Background-Strains of Helicobacter pylori carrying the virulence associated cag pathogenicity island (PAI) induce gastric epithelial synthesis of the chemokine interleukin-8 (IL-8), a neutrophil chemoattractant, and thereby a strong inflammatory response during chronic infection of the human gastric mucosa. Previous mutational analyses have shown that many genes in the cag PAI are needed to elicit IL-8 synthesis in gastric epithelial cells, and also that some genes are not involved.
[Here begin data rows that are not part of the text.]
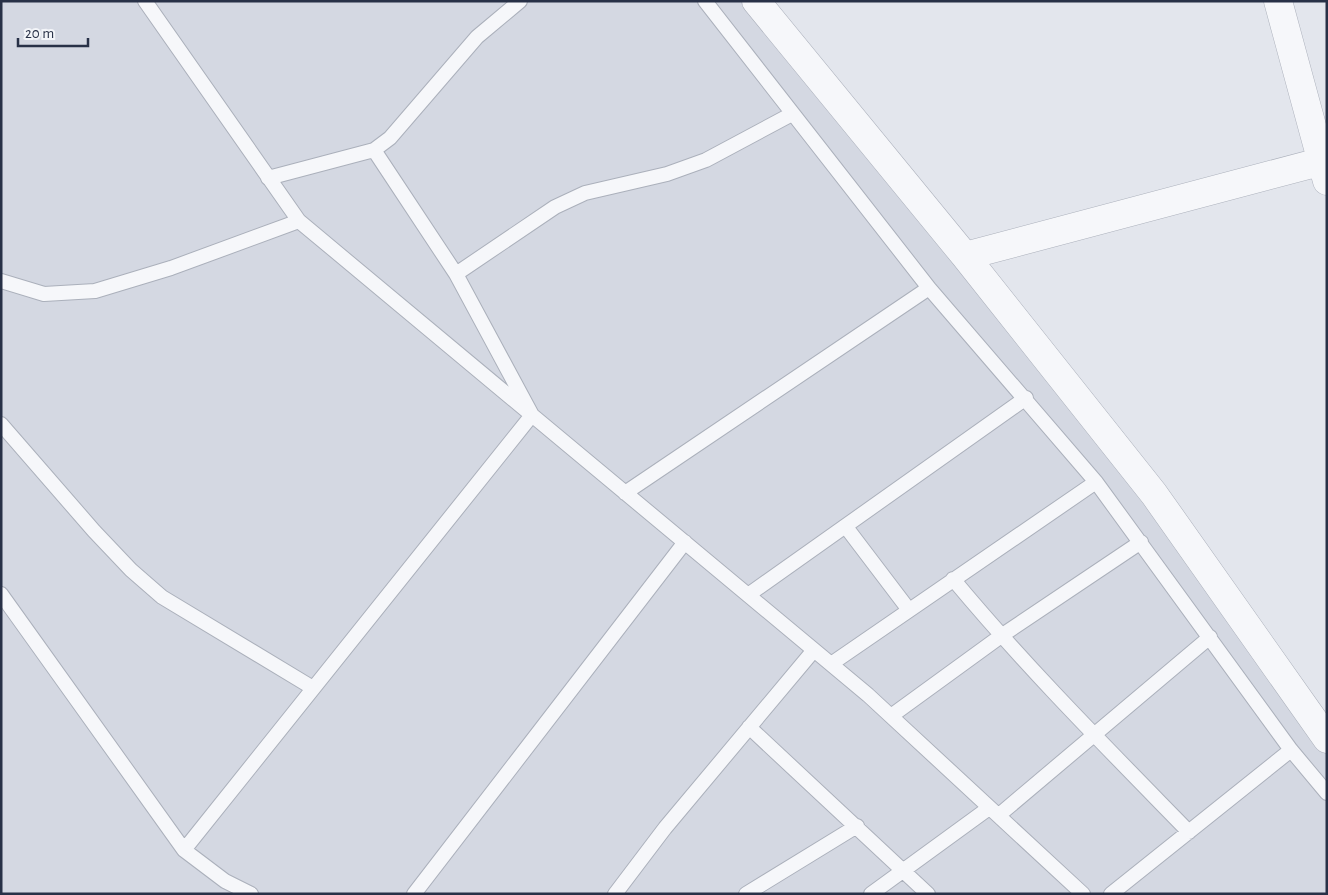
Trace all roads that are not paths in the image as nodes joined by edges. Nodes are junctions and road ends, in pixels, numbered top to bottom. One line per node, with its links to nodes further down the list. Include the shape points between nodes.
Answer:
1 (145, 1): 9 (lane)
2 (520, 1): 7 (lane, via 477,36 390,138)
3 (705, 1): 6 (lane)
4 (756, 1): 11 (street)
5 (1278, 1): 8 (street)
6 (792, 114): 12 (lane, via 706,160 667,174 577,196 555,207); 14 (lane)
7 (374, 150): 9 (lane); 12 (lane)
8 (1325, 167): 11 (street)
9 (268, 178): 10 (lane)
10 (298, 221): 13 (lane, via 95,292 44,294); 16 (lane)
11 (965, 256): 35 (street, via 1154,494)
12 (456, 274): 16 (lane)
13 (1, 281)
14 (929, 288): 15 (lane); 19 (lane)
15 (1026, 398): 18 (lane); 20 (lane)
16 (532, 415): 19 (lane); 31 (lane)
17 (1, 424): 31 (lane, via 94,531 162,597)
18 (1096, 482): 22 (lane); 23 (lane)
19 (625, 493): 21 (lane)
20 (846, 527): 25 (lane); 26 (lane)
21 (685, 542): 25 (lane); 44 (lane)
22 (1141, 542): 27 (lane); 28 (lane)
23 (953, 579): 26 (lane); 27 (lane)
24 (1, 594): 41 (lane)
25 (748, 595): 29 (lane)
26 (909, 610): 30 (lane)
27 (1001, 636): 32 (lane); 34 (lane)
28 (1210, 637): 34 (lane); 36 (lane)
29 (814, 650): 30 (lane); 33 (lane)
30 (831, 664): 32 (lane)
31 (313, 688): 41 (lane)
32 (891, 716): 38 (lane)
33 (750, 727): 39 (lane); 45 (lane, via 665,828)
34 (1092, 734): 38 (lane); 40 (lane)
35 (1327, 739)
36 (1291, 750): 37 (lane); 40 (lane)
37 (1327, 794)
38 (994, 811): 42 (lane); 49 (lane)
39 (857, 826): 42 (lane); 46 (lane)
40 (1189, 832): 50 (lane)
41 (184, 850): 43 (lane, via 225,881)
42 (904, 870): 47 (lane); 48 (lane)
43 (251, 894)
44 (414, 894)
45 (615, 894)
46 (746, 894)
47 (870, 894)
48 (928, 894)
49 (1083, 894)
50 (1111, 894)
Aim-To test the possibility that certain genes in the cag PAI also downregulate (modulate) the inflammatory response elicited by cag+ H pylori infection. Methods-Cells of L5F11, a derivative of the Kato-3 gastric epithelial cell line that carries an engineered IL-8 promoter-luciferase reporter gene fusion, were cocultured with H pylori strain 26695 or with an isogenic mutant in which most of the cag PAI ORF 10 gene, an Agrobacterium virD4 homologue, was deleted. Luciferase activity was measured to assess IL-8 gene transcription and secreted IL-8 was measured by enzyme linked immunosorbent assay to assess synthesis and release of IL-8 protein from gastric epithelial cells. Results-Inactivation of ORF10 led to a 2.8-fold increase in IL-8 gene transcription and a 3.6-fold increase in IL-8 synthesis and secretion. Conclusions-The results suggest that this VirD4 homologue participates in the control of inflammation that H pylori infection elicits by downregulating (modulating) the strong induction of IL-8 synthesis mediated by other cag encoded proteins.